You are absolutely right. Tile and grout isn’t always destined to lose its aesthetic appeal, especially if it is properly installed and sealed or restored and protected with a nonporous shield. You can tell your customers that the grout, thanks to nonporous grout overlays, is no longer an issue. Nonporous grout overlays eliminate porosity, which is why all those nasty contaminants get embedded in the grout joints, and they last longer, look better and require less maintenance than sealers. If you prefer the lighter colors, light gray, cream or beige tones work well to hide dirt. For those who tend to neglect cleaning, darker colors may be a better choice.


----------



## jarvis design (May 6, 2008)

SaniGLAZE said:


> You are absolutely right. Tile and grout isn’t always destined to lose its aesthetic appeal, especially if it is properly installed and sealed or restored and protected with a nonporous shield. You can tell your customers that the grout, thanks to nonporous grout overlays, is no longer an issue. Nonporous grout overlays eliminate porosity, which is why all those nasty contaminants get embedded in the grout joints, and they last longer, look better and require less maintenance than sealers. If you prefer the lighter colors, light gray, cream or beige tones work well to hide dirt.
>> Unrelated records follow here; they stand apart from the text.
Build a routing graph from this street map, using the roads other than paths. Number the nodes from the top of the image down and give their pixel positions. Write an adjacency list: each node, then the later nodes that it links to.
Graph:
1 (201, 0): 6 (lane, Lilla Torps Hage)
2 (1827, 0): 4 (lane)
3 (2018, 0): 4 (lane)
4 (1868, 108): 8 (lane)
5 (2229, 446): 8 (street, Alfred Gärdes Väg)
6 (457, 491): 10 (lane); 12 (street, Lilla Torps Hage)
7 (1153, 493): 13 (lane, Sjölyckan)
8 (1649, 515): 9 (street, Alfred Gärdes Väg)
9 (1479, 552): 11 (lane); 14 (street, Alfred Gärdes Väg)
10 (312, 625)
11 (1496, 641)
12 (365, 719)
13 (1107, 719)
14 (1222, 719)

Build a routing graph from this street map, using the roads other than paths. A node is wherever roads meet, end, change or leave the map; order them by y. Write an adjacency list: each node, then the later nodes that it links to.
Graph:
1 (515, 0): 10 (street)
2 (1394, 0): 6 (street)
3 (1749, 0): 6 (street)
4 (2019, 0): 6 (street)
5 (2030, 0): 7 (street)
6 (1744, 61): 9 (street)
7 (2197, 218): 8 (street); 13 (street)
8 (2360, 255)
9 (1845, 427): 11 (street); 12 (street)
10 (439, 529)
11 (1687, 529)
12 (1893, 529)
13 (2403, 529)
For those who tend to neglect cleaning, darker colors may be a better choice.


It appears you are in the grout restoration business?? So, you think we should all use Portland based crap, but never fear, you can come and charge more to cover it up? 

Why not use good grout in the first place?
I'm pretty certain the extra cost to go to epoxy or urethane in the initial install would be cheaper than doing it on the cheap, then having you come in to cover it up.


----------



## jarvis design (May 6, 2008)

Oh, and this post is two years old!!


----------



## Floormasta78 (Apr 6, 2011)

All I have suggested since I began using stain proof grouts is epoxy grout. I carry around a ball of Spectralock color Latte, and I show it to the customer.they can't believe is grout. I tell then to dip in oil or wine.. SOLD !!! 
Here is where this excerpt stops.